++++ TASK INPUT
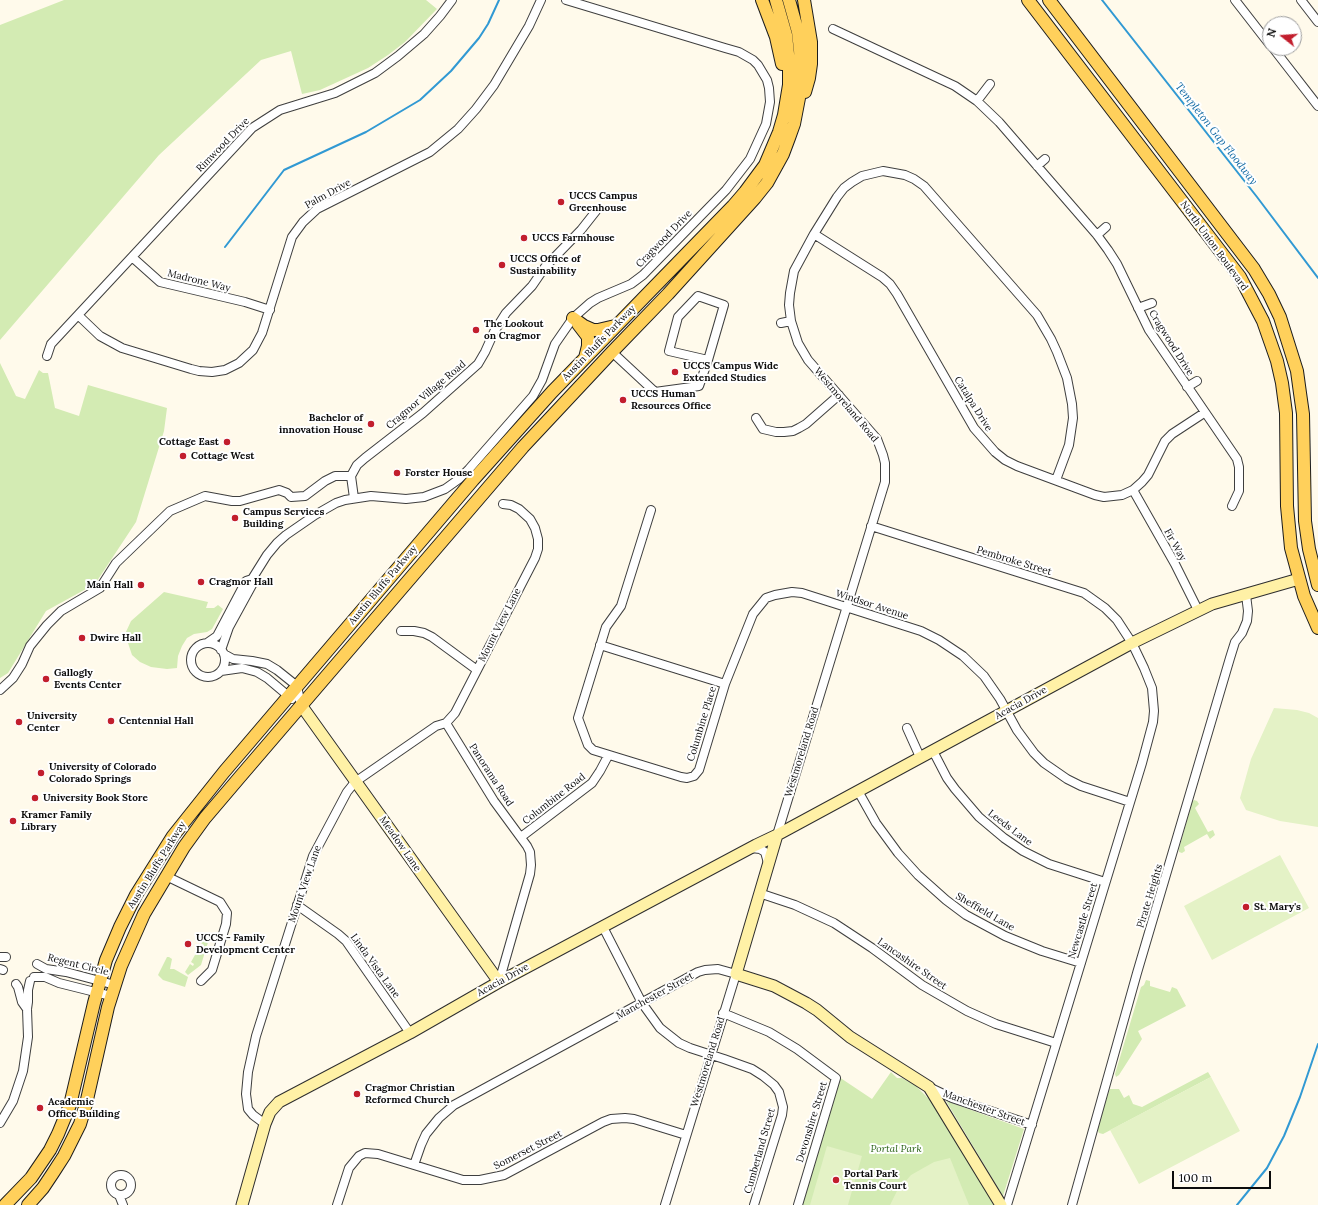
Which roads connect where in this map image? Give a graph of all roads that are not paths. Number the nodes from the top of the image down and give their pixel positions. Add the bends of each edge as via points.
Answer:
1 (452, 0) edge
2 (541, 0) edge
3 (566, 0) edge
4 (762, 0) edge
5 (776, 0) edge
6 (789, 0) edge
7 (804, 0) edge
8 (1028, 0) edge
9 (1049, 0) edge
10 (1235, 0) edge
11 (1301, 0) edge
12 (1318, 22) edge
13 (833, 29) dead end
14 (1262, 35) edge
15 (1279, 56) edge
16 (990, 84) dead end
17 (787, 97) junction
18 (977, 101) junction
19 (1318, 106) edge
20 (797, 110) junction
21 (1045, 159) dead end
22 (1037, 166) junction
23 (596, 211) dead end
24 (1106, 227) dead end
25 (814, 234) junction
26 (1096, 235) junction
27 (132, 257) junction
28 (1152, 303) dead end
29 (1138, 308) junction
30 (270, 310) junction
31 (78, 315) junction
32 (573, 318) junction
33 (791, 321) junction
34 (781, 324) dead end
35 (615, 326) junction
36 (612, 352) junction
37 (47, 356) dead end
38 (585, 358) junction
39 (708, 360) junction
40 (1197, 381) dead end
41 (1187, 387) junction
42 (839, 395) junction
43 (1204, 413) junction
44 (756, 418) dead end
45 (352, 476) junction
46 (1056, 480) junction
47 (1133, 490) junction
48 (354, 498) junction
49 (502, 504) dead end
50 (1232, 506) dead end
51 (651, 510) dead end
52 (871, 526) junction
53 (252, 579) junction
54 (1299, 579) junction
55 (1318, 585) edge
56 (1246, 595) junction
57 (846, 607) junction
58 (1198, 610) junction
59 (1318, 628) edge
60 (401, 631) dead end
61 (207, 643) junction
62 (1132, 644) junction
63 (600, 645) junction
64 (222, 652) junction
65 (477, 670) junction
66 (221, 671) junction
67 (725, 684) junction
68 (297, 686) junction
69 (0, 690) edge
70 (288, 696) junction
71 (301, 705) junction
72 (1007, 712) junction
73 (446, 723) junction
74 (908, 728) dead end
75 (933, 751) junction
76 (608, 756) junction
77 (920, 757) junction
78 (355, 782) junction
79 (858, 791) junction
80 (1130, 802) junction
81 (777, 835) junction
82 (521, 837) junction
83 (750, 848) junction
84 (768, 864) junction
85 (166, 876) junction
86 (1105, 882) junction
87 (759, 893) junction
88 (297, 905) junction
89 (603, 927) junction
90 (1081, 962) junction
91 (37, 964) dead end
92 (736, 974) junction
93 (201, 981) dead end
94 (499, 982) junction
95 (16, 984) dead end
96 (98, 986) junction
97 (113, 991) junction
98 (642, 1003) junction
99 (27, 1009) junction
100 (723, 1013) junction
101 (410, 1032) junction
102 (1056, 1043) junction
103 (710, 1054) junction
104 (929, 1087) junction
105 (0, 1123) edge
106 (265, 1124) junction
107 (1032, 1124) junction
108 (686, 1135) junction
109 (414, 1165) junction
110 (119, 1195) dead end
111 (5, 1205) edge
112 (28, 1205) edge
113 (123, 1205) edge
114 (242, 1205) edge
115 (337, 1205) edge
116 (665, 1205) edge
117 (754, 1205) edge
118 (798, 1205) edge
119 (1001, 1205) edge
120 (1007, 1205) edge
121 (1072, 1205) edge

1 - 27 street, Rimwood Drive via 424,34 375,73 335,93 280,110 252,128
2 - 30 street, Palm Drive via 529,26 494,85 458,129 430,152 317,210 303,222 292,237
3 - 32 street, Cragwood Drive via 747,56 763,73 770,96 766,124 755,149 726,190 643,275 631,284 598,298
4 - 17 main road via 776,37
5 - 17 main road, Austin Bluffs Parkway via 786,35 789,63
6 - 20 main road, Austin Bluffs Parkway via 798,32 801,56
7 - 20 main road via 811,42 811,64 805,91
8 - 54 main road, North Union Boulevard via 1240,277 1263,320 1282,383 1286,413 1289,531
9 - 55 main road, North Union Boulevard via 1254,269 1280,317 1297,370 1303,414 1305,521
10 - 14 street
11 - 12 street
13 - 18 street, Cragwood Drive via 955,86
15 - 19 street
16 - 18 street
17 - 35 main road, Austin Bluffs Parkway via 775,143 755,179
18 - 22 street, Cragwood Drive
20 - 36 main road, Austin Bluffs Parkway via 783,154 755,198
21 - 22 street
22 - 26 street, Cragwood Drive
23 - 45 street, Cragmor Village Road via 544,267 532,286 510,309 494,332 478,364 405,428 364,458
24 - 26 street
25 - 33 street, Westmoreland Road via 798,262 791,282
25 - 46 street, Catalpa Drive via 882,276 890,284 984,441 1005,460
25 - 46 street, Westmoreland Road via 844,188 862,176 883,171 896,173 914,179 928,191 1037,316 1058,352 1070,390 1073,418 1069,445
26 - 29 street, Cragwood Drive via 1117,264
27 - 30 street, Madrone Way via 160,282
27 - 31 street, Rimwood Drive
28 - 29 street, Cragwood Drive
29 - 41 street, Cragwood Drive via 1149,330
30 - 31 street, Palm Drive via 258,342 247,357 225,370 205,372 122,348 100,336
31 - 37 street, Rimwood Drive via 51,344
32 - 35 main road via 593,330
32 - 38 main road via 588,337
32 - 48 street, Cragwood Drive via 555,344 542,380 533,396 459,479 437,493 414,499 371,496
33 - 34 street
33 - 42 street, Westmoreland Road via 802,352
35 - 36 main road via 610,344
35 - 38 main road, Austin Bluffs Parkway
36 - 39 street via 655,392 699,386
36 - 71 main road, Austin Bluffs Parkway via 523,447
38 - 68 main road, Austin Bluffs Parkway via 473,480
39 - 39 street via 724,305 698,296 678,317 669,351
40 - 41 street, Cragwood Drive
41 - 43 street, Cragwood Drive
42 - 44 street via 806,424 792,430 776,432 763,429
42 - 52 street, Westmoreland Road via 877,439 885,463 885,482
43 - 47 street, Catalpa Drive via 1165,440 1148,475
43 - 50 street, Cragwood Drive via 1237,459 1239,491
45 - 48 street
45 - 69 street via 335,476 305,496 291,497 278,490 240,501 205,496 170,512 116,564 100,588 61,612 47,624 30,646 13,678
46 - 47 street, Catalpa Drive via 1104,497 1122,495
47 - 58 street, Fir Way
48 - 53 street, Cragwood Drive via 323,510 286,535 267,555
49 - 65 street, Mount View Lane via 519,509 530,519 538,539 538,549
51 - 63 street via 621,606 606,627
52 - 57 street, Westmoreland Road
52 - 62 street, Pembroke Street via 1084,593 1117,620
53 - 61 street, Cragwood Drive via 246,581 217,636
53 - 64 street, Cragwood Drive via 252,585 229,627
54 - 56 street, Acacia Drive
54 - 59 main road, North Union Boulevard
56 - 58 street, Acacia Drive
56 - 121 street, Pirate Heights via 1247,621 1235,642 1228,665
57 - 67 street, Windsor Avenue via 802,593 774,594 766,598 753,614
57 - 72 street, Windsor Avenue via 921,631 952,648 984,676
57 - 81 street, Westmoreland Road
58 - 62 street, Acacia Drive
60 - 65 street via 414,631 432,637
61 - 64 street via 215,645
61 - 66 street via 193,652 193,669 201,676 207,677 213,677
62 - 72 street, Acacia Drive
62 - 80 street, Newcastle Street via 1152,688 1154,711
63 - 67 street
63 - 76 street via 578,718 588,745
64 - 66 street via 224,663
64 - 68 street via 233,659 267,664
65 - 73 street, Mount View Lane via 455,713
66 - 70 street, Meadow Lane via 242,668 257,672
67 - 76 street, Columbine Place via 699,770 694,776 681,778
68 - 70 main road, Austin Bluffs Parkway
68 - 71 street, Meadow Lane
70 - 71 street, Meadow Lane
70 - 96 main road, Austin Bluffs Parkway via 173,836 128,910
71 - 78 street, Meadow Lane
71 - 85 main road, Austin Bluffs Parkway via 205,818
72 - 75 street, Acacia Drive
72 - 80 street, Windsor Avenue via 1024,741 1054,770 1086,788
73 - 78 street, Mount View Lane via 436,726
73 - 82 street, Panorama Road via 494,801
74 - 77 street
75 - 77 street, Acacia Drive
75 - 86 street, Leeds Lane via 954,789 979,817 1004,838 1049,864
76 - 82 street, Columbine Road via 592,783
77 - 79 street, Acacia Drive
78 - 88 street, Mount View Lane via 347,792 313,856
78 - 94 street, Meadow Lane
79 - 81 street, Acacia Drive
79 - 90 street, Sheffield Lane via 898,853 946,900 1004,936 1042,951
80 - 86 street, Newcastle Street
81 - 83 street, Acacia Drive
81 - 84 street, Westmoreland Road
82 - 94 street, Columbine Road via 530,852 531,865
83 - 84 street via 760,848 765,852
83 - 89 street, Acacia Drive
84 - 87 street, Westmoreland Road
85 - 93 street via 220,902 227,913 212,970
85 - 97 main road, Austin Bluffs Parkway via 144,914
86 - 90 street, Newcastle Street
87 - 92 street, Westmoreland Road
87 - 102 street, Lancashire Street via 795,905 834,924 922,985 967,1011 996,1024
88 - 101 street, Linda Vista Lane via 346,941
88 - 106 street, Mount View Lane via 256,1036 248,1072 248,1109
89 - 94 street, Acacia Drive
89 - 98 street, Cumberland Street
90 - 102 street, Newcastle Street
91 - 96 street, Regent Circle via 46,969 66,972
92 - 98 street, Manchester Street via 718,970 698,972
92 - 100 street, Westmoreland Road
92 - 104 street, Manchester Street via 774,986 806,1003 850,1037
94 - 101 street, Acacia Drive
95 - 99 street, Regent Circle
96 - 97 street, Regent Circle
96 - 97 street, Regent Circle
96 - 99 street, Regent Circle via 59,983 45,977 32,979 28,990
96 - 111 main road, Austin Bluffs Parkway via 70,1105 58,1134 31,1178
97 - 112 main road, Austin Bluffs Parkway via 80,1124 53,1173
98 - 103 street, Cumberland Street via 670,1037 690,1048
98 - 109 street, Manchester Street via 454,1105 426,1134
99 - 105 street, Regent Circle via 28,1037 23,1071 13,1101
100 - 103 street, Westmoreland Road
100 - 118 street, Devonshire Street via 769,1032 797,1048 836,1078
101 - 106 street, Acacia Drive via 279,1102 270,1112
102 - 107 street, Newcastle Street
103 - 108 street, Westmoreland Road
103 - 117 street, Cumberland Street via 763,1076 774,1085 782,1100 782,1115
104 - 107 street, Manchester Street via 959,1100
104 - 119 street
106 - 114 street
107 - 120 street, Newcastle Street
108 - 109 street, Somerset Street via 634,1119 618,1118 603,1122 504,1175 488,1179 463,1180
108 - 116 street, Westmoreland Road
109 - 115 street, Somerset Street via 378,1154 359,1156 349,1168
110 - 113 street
++++++++
## TASK DESCRIPTION
Reproduce each line of the records in which the string "Mount" appears.

## RESULT OF THE TASK
49 - 65 street, Mount View Lane via 519,509 530,519 538,539 538,549
65 - 73 street, Mount View Lane via 455,713
73 - 78 street, Mount View Lane via 436,726
78 - 88 street, Mount View Lane via 347,792 313,856
88 - 106 street, Mount View Lane via 256,1036 248,1072 248,1109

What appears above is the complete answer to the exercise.